> _Material supplied_:
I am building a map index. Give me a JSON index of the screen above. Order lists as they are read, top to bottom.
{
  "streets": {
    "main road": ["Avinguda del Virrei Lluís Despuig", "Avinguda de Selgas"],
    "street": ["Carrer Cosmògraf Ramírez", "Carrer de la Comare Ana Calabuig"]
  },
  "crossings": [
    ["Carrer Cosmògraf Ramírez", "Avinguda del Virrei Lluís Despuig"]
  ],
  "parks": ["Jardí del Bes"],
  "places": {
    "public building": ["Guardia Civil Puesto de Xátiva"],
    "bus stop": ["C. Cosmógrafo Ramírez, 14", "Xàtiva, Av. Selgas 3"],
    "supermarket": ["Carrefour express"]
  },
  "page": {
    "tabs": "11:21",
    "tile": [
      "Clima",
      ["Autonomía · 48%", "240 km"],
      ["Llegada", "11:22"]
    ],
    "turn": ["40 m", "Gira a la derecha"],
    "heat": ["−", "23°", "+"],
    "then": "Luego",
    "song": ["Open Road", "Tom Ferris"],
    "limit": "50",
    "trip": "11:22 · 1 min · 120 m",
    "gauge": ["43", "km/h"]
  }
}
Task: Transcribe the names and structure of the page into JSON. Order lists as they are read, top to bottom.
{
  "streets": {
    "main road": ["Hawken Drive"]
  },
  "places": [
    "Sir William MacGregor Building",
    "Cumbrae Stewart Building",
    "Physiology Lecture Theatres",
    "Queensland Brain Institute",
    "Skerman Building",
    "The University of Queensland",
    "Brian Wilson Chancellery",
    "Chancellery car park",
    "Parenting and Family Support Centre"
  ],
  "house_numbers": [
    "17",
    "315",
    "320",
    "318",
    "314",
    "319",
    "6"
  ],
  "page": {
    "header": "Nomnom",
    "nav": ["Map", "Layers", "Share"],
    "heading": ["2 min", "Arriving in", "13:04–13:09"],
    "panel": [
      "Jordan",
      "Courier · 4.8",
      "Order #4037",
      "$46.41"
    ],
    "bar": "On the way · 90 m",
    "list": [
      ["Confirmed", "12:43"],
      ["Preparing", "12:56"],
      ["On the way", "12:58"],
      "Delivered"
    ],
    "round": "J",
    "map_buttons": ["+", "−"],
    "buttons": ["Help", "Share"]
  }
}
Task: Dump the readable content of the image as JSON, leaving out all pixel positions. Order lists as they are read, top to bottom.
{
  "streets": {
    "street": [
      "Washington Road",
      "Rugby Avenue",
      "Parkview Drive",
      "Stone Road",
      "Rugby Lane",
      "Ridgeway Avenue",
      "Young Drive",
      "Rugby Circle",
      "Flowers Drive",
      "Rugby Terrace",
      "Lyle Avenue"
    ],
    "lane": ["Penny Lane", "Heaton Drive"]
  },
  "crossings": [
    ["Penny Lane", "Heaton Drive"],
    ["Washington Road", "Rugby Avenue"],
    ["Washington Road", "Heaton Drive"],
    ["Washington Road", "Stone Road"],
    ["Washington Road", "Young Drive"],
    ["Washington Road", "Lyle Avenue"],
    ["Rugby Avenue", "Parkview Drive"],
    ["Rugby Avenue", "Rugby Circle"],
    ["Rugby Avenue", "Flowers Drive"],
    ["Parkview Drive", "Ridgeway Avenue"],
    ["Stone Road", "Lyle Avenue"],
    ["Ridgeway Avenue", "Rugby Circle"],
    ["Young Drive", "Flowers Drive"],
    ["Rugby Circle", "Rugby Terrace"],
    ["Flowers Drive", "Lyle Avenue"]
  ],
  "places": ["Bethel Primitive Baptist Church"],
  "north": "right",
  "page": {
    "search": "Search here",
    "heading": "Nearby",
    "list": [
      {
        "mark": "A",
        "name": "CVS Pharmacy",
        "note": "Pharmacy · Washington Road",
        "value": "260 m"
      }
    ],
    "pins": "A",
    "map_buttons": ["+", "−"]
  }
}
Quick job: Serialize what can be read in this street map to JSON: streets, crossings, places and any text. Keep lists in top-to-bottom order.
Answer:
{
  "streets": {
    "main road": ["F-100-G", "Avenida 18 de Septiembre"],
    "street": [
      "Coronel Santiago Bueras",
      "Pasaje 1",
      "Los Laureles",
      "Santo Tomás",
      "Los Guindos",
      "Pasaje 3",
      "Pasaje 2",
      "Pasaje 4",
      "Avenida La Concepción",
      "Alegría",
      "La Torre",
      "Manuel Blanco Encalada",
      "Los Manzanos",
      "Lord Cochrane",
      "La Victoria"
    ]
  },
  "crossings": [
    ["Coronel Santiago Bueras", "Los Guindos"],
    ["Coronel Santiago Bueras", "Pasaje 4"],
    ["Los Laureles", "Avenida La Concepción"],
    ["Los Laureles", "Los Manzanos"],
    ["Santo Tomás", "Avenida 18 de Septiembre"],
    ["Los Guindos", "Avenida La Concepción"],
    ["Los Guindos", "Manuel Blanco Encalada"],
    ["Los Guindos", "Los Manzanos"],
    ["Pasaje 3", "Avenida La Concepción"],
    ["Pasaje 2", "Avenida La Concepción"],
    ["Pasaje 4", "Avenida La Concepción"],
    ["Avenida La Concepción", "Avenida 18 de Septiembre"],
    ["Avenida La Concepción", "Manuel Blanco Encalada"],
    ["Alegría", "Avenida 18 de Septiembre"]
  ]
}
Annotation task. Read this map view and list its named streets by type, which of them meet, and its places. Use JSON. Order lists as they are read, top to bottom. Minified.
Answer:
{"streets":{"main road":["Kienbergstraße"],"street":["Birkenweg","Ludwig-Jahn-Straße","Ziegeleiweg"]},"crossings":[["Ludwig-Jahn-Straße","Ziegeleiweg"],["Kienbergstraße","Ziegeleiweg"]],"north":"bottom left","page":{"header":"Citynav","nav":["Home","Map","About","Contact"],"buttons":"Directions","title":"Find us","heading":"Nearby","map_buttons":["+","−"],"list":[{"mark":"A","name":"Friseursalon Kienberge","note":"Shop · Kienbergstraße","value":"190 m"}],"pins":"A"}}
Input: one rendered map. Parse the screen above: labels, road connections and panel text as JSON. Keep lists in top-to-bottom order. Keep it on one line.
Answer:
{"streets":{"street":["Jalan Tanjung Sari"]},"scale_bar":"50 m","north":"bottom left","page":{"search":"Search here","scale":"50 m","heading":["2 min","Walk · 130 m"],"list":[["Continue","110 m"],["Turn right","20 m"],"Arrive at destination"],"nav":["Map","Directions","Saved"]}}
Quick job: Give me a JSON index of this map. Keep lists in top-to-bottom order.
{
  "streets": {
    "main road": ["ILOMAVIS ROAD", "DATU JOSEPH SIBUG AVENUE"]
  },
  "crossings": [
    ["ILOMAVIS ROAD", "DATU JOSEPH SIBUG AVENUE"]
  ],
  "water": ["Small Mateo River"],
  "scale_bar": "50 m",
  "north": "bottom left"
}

> _Work required_: Each entry above has to be duplicated exactly as it stands.

> _Finished exercise_:
I am building a map index. Give me a JSON index of the screen above. Order lists as they are read, top to bottom.
{
  "streets": {
    "main road": ["Avinguda del Virrei Lluís Despuig", "Avinguda de Selgas"],
    "street": ["Carrer Cosmògraf Ramírez", "Carrer de la Comare Ana Calabuig"]
  },
  "crossings": [
    ["Carrer Cosmògraf Ramírez", "Avinguda del Virrei Lluís Despuig"]
  ],
  "parks": ["Jardí del Bes"],
  "places": {
    "public building": ["Guardia Civil Puesto de Xátiva"],
    "bus stop": ["C. Cosmógrafo Ramírez, 14", "Xàtiva, Av. Selgas 3"],
    "supermarket": ["Carrefour express"]
  },
  "page": {
    "tabs": "11:21",
    "tile": [
      "Clima",
      ["Autonomía · 48%", "240 km"],
      ["Llegada", "11:22"]
    ],
    "turn": ["40 m", "Gira a la derecha"],
    "heat": ["−", "23°", "+"],
    "then": "Luego",
    "song": ["Open Road", "Tom Ferris"],
    "limit": "50",
    "trip": "11:22 · 1 min · 120 m",
    "gauge": ["43", "km/h"]
  }
}
Task: Transcribe the names and structure of the page into JSON. Order lists as they are read, top to bottom.
{
  "streets": {
    "main road": ["Hawken Drive"]
  },
  "places": [
    "Sir William MacGregor Building",
    "Cumbrae Stewart Building",
    "Physiology Lecture Theatres",
    "Queensland Brain Institute",
    "Skerman Building",
    "The University of Queensland",
    "Brian Wilson Chancellery",
    "Chancellery car park",
    "Parenting and Family Support Centre"
  ],
  "house_numbers": [
    "17",
    "315",
    "320",
    "318",
    "314",
    "319",
    "6"
  ],
  "page": {
    "header": "Nomnom",
    "nav": ["Map", "Layers", "Share"],
    "heading": ["2 min", "Arriving in", "13:04–13:09"],
    "panel": [
      "Jordan",
      "Courier · 4.8",
      "Order #4037",
      "$46.41"
    ],
    "bar": "On the way · 90 m",
    "list": [
      ["Confirmed", "12:43"],
      ["Preparing", "12:56"],
      ["On the way", "12:58"],
      "Delivered"
    ],
    "round": "J",
    "map_buttons": ["+", "−"],
    "buttons": ["Help", "Share"]
  }
}
Task: Dump the readable content of the image as JSON, leaving out all pixel positions. Order lists as they are read, top to bottom.
{
  "streets": {
    "street": [
      "Washington Road",
      "Rugby Avenue",
      "Parkview Drive",
      "Stone Road",
      "Rugby Lane",
      "Ridgeway Avenue",
      "Young Drive",
      "Rugby Circle",
      "Flowers Drive",
      "Rugby Terrace",
      "Lyle Avenue"
    ],
    "lane": ["Penny Lane", "Heaton Drive"]
  },
  "crossings": [
    ["Penny Lane", "Heaton Drive"],
    ["Washington Road", "Rugby Avenue"],
    ["Washington Road", "Heaton Drive"],
    ["Washington Road", "Stone Road"],
    ["Washington Road", "Young Drive"],
    ["Washington Road", "Lyle Avenue"],
    ["Rugby Avenue", "Parkview Drive"],
    ["Rugby Avenue", "Rugby Circle"],
    ["Rugby Avenue", "Flowers Drive"],
    ["Parkview Drive", "Ridgeway Avenue"],
    ["Stone Road", "Lyle Avenue"],
    ["Ridgeway Avenue", "Rugby Circle"],
    ["Young Drive", "Flowers Drive"],
    ["Rugby Circle", "Rugby Terrace"],
    ["Flowers Drive", "Lyle Avenue"]
  ],
  "places": ["Bethel Primitive Baptist Church"],
  "north": "right",
  "page": {
    "search": "Search here",
    "heading": "Nearby",
    "list": [
      {
        "mark": "A",
        "name": "CVS Pharmacy",
        "note": "Pharmacy · Washington Road",
        "value": "260 m"
      }
    ],
    "pins": "A",
    "map_buttons": ["+", "−"]
  }
}
Quick job: Serialize what can be read in this street map to JSON: streets, crossings, places and any text. Keep lists in top-to-bottom order.
Answer:
{
  "streets": {
    "main road": ["F-100-G", "Avenida 18 de Septiembre"],
    "street": [
      "Coronel Santiago Bueras",
      "Pasaje 1",
      "Los Laureles",
      "Santo Tomás",
      "Los Guindos",
      "Pasaje 3",
      "Pasaje 2",
      "Pasaje 4",
      "Avenida La Concepción",
      "Alegría",
      "La Torre",
      "Manuel Blanco Encalada",
      "Los Manzanos",
      "Lord Cochrane",
      "La Victoria"
    ]
  },
  "crossings": [
    ["Coronel Santiago Bueras", "Los Guindos"],
    ["Coronel Santiago Bueras", "Pasaje 4"],
    ["Los Laureles", "Avenida La Concepción"],
    ["Los Laureles", "Los Manzanos"],
    ["Santo Tomás", "Avenida 18 de Septiembre"],
    ["Los Guindos", "Avenida La Concepción"],
    ["Los Guindos", "Manuel Blanco Encalada"],
    ["Los Guindos", "Los Manzanos"],
    ["Pasaje 3", "Avenida La Concepción"],
    ["Pasaje 2", "Avenida La Concepción"],
    ["Pasaje 4", "Avenida La Concepción"],
    ["Avenida La Concepción", "Avenida 18 de Septiembre"],
    ["Avenida La Concepción", "Manuel Blanco Encalada"],
    ["Alegría", "Avenida 18 de Septiembre"]
  ]
}
Annotation task. Read this map view and list its named streets by type, which of them meet, and its places. Use JSON. Order lists as they are read, top to bottom. Minified.
Answer:
{"streets":{"main road":["Kienbergstraße"],"street":["Birkenweg","Ludwig-Jahn-Straße","Ziegeleiweg"]},"crossings":[["Ludwig-Jahn-Straße","Ziegeleiweg"],["Kienbergstraße","Ziegeleiweg"]],"north":"bottom left","page":{"header":"Citynav","nav":["Home","Map","About","Contact"],"buttons":"Directions","title":"Find us","heading":"Nearby","map_buttons":["+","−"],"list":[{"mark":"A","name":"Friseursalon Kienberge","note":"Shop · Kienbergstraße","value":"190 m"}],"pins":"A"}}
Input: one rendered map. Parse the screen above: labels, road connections and panel text as JSON. Keep lists in top-to-bottom order. Keep it on one line.
Answer:
{"streets":{"street":["Jalan Tanjung Sari"]},"scale_bar":"50 m","north":"bottom left","page":{"search":"Search here","scale":"50 m","heading":["2 min","Walk · 130 m"],"list":[["Continue","110 m"],["Turn right","20 m"],"Arrive at destination"],"nav":["Map","Directions","Saved"]}}
Quick job: Give me a JSON index of this map. Keep lists in top-to-bottom order.
{
  "streets": {
    "main road": ["ILOMAVIS ROAD", "DATU JOSEPH SIBUG AVENUE"]
  },
  "crossings": [
    ["ILOMAVIS ROAD", "DATU JOSEPH SIBUG AVENUE"]
  ],
  "water": ["Small Mateo River"],
  "scale_bar": "50 m",
  "north": "bottom left"
}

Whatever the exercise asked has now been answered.